THEATER was the medium that held the most promise--and thus the one that proved the most disappointing when it failed to live up to that promise. Tepid revivals of high school warhorses and plays that had become screenplays dominated the stages.

Some of the best and most interesting theater on campus came from outside the College. A troupe of Irish university student actors began their American tour by treating Harvard audiences to strong, unorthodox performances of four plays by modern Irish dramatists, including J.M. Synge's The Playboy of the Western World and Samuel Beckett's Waiting for Godot.

Two creative forces in Harvard theater tried to break down the barriers between audiences and performers. Senior Randy Weiner's troupe Project Space Six (PSS) toured Winthrop House one night, knocking on doors and performing a short play in people's common rooms. PSS drew raves for its rap musical, The Gang's New Threads, which was really The Emperor's New Clothes updated to critique present-day fashion trends in Harvard Square. It was hip, it was funny, it was even socially relevant--and the all-original raps, produced in dorm-room jam sessions, were fresh.
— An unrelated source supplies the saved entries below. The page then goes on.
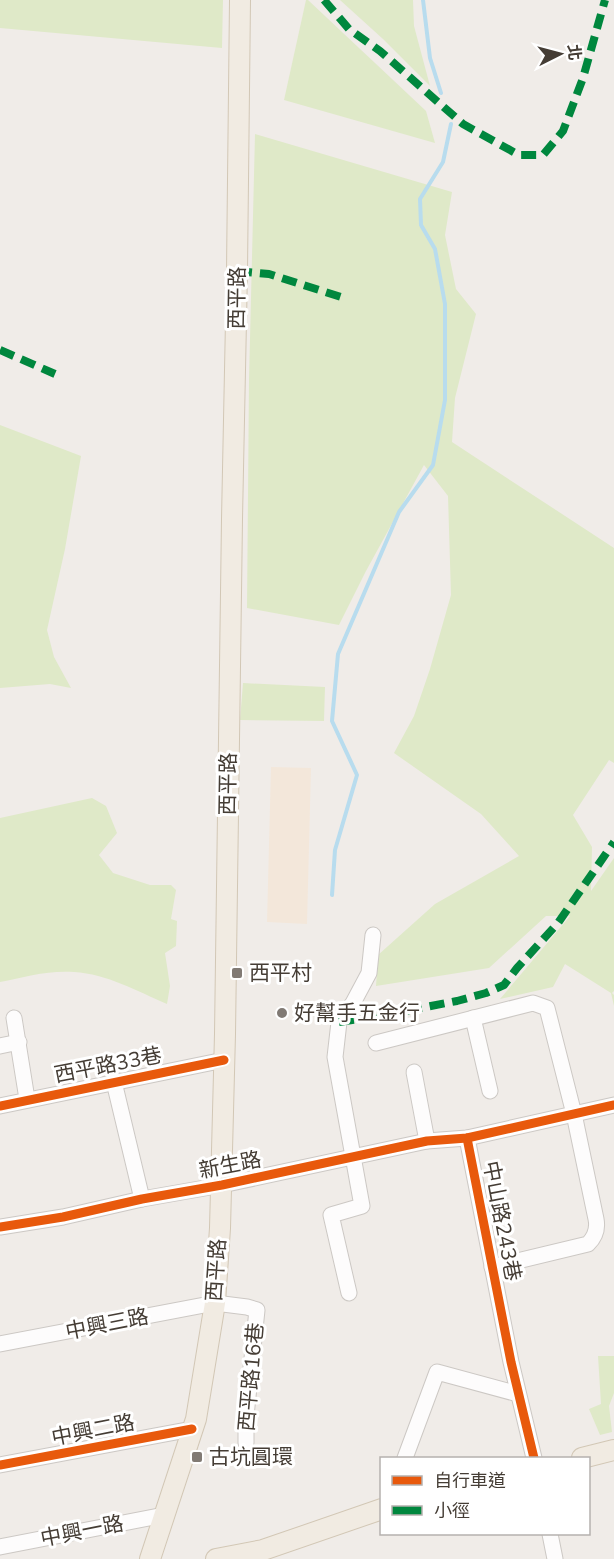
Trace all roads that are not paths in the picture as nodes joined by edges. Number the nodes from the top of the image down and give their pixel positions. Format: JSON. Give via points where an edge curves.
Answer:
{"nodes":[{"id":1,"x":240,"y":0,"type":"edge"},
{"id":2,"x":373,"y":935,"type":"dead end"},
{"id":3,"x":14,"y":1018,"type":"dead end"},
{"id":4,"x":473,"y":1018,"type":"junction"},
{"id":5,"x":19,"y":1042,"type":"junction"},
{"id":6,"x":376,"y":1042,"type":"dead end"},
{"id":7,"x":0,"y":1046,"type":"edge"},
{"id":8,"x":224,"y":1060,"type":"junction"},
{"id":9,"x":414,"y":1072,"type":"dead end"},
{"id":10,"x":114,"y":1082,"type":"junction"},
{"id":11,"x":490,"y":1091,"type":"dead end"},
{"id":12,"x":27,"y":1099,"type":"junction"},
{"id":13,"x":614,"y":1105,"type":"edge"},
{"id":14,"x":0,"y":1106,"type":"edge"},
{"id":15,"x":574,"y":1114,"type":"junction"},
{"id":16,"x":467,"y":1138,"type":"junction"},
{"id":17,"x":427,"y":1142,"type":"junction"},
{"id":18,"x":353,"y":1157,"type":"junction"},
{"id":19,"x":222,"y":1185,"type":"junction"},
{"id":20,"x":142,"y":1199,"type":"junction"},
{"id":21,"x":0,"y":1227,"type":"edge"},
{"id":22,"x":492,"y":1267,"type":"junction"},
{"id":23,"x":349,"y":1293,"type":"dead end"},
{"id":24,"x":215,"y":1303,"type":"junction"},
{"id":25,"x":256,"y":1310,"type":"joint"},
{"id":26,"x":0,"y":1344,"type":"edge"},
{"id":27,"x":518,"y":1394,"type":"junction"},
{"id":28,"x":192,"y":1429,"type":"junction"},
{"id":29,"x":246,"y":1443,"type":"dead end"},
{"id":30,"x":614,"y":1450,"type":"edge"},
{"id":31,"x":405,"y":1457,"type":"edge"},
{"id":32,"x":534,"y":1457,"type":"edge"},
{"id":33,"x":586,"y":1457,"type":"edge"},
{"id":34,"x":0,"y":1465,"type":"edge"},
{"id":35,"x":380,"y":1509,"type":"edge"},
{"id":36,"x":164,"y":1515,"type":"junction"},
{"id":37,"x":550,"y":1535,"type":"edge"},
{"id":38,"x":0,"y":1547,"type":"edge"},
{"id":39,"x":263,"y":1554,"type":"edge"},
{"id":40,"x":150,"y":1559,"type":"edge"},
{"id":41,"x":216,"y":1559,"type":"edge"},
{"id":42,"x":555,"y":1559,"type":"edge"}],
"edges":[{"from":1,"to":8,"type":"main road","name":"西平路"},
{"from":2,"to":18,"type":"street","via":[[369,973],[339,1022],[335,1057]]},
{"from":3,"to":5,"type":"street"},
{"from":4,"to":6,"type":"street","name":"中山路243巷"},
{"from":4,"to":11,"type":"street"},
{"from":4,"to":15,"type":"street","name":"中山路243巷","via":[[533,1003],[547,1008]]},
{"from":5,"to":7,"type":"street"},
{"from":5,"to":12,"type":"street"},
{"from":8,"to":10,"type":"street","name":"西平路33巷"},
{"from":8,"to":19,"type":"main road","name":"西平路"},
{"from":9,"to":17,"type":"street"},
{"from":10,"to":12,"type":"street","name":"西平路33巷"},
{"from":10,"to":20,"type":"street"},
{"from":12,"to":14,"type":"street","name":"西平路33巷"},
{"from":13,"to":15,"type":"street","name":"中山路243巷"},
{"from":15,"to":16,"type":"street","name":"中山路243巷"},
{"from":15,"to":22,"type":"street","name":"中山路243巷","via":[[596,1219],[595,1235],[588,1244]]},
{"from":16,"to":17,"type":"street","name":"新生路"},
{"from":16,"to":22,"type":"street","name":"中山路243巷"},
{"from":17,"to":18,"type":"street","name":"新生路"},
{"from":18,"to":19,"type":"street","name":"新生路"},
{"from":18,"to":23,"type":"street","via":[[362,1206],[331,1215]]},
{"from":19,"to":20,"type":"street","name":"新生路"},
{"from":19,"to":24,"type":"main road","name":"西平路"},
{"from":20,"to":21,"type":"street","name":"新生路"},
{"from":22,"to":27,"type":"street","name":"中山路243巷"},
{"from":24,"to":25,"type":"street","name":"中興三路"},
{"from":24,"to":26,"type":"street","name":"中興三路"},
{"from":24,"to":28,"type":"main road","name":"西平路"},
{"from":25,"to":29,"type":"street","name":"西平路16巷"},
{"from":27,"to":31,"type":"street","via":[[437,1372]]},
{"from":27,"to":32,"type":"street","name":"中山路243巷"},
{"from":28,"to":34,"type":"street","name":"中興二路"},
{"from":28,"to":36,"type":"main road","name":"西平路"},
{"from":30,"to":33,"type":"main road"},
{"from":35,"to":39,"type":"main road"},
{"from":36,"to":38,"type":"street","name":"中興一路"},
{"from":36,"to":40,"type":"main road","name":"西平路"},
{"from":37,"to":42,"type":"street"},
{"from":39,"to":41,"type":"main road"}]}
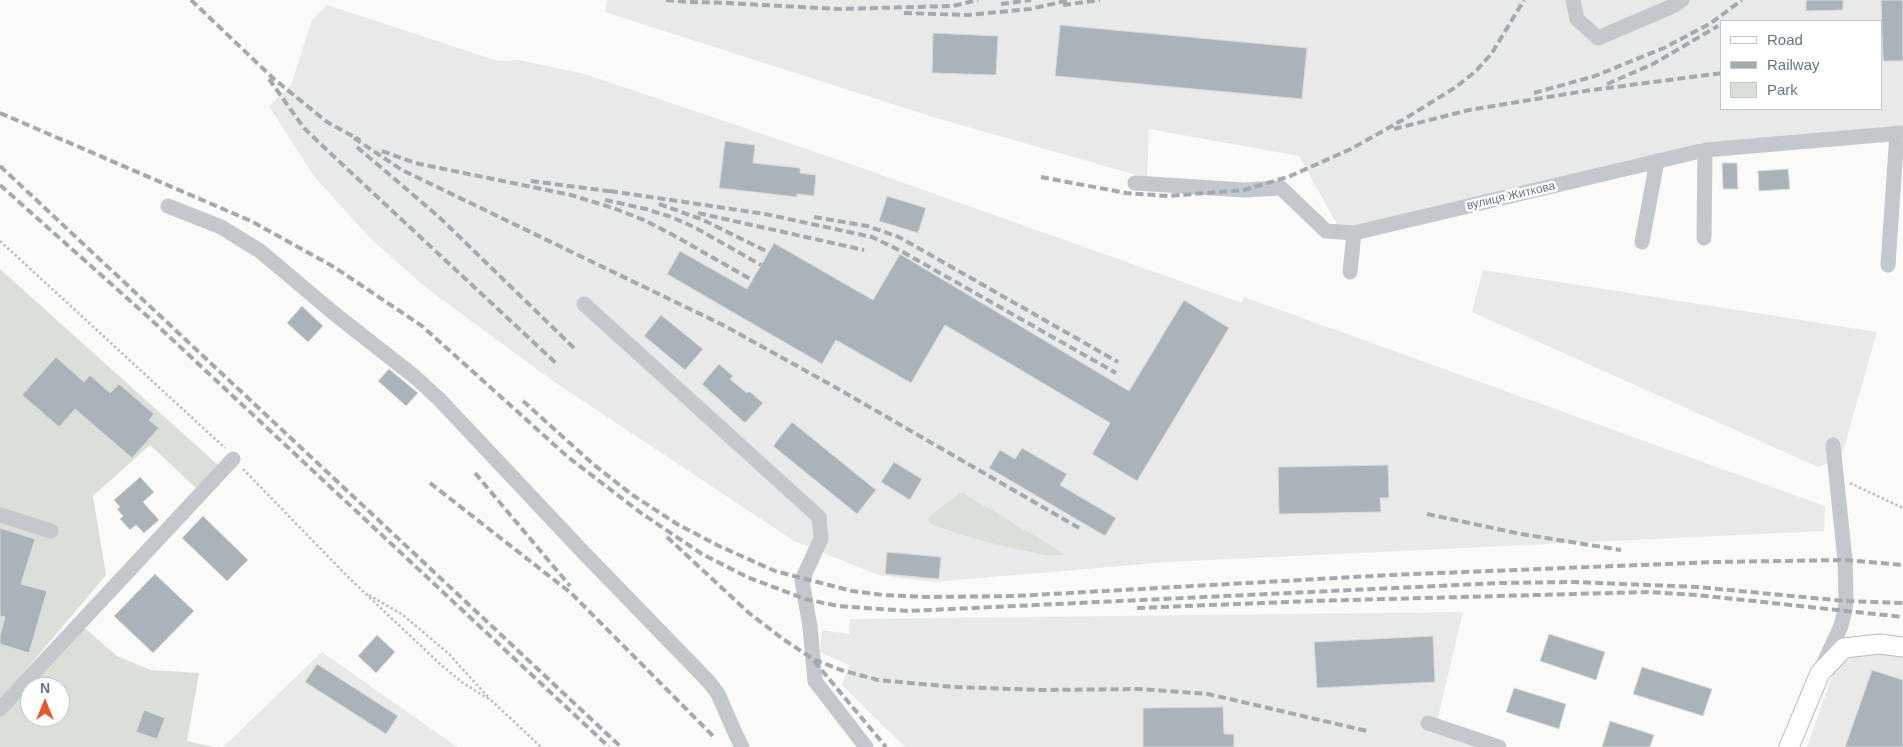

The other force was Senior Mark Prascak's organization, Undergraduate Histrionics (UGH). Prascak set out to direct interactive plays, staging them in such places as the Adams House swimming pool and among the tables and chairs of the Adams dining hall. Audiences found his confrontational staging and his absurdist revisions of classic plays either inventive or infuriating, but the shows got people talking, even people who hadn't seen them. That is no small achievement, considering that most campus theater productions are seen by few and forgotten by most after their two-weekend runs end.

PSS and UGH teamed up for one memorable project that brought most of the Harvard artistic community--and its observers--together for a single event. The "Sea Monkeys Sideshow" turned the whole Carpenter Center into a piece of performance art for an evening. Actors, storytellers, musicians, directors, dancers, painters and intrigued onlookers participated in the variety of peripatetic performances. In one room, you could watch a pianist, a trumpeter, a dancer and a muralist all creating and improvising at once--and you could even pick up a paintbrush and join in yourself, on the adjacent wall. Even the ideas that didn't work worked--being in the spirit of creation and daring to try something new was all that mattered.

The artistic prospects for next year seem dim. It's hard to anticipate greatness after a year in which the Dean of Students Archie C. Epps III declared that Spenser for Hire was quality television, a year in which the Advocate published a parody of the New Yorker and nobody got the joke, a year in which the city of Cambridge silenced Harvard Square street folk singer Luke because a city councillor thought he attracted skinheads. Still, there is enough creativity and activity on campus to insure more innovation--to make us think, or at least keep us awake.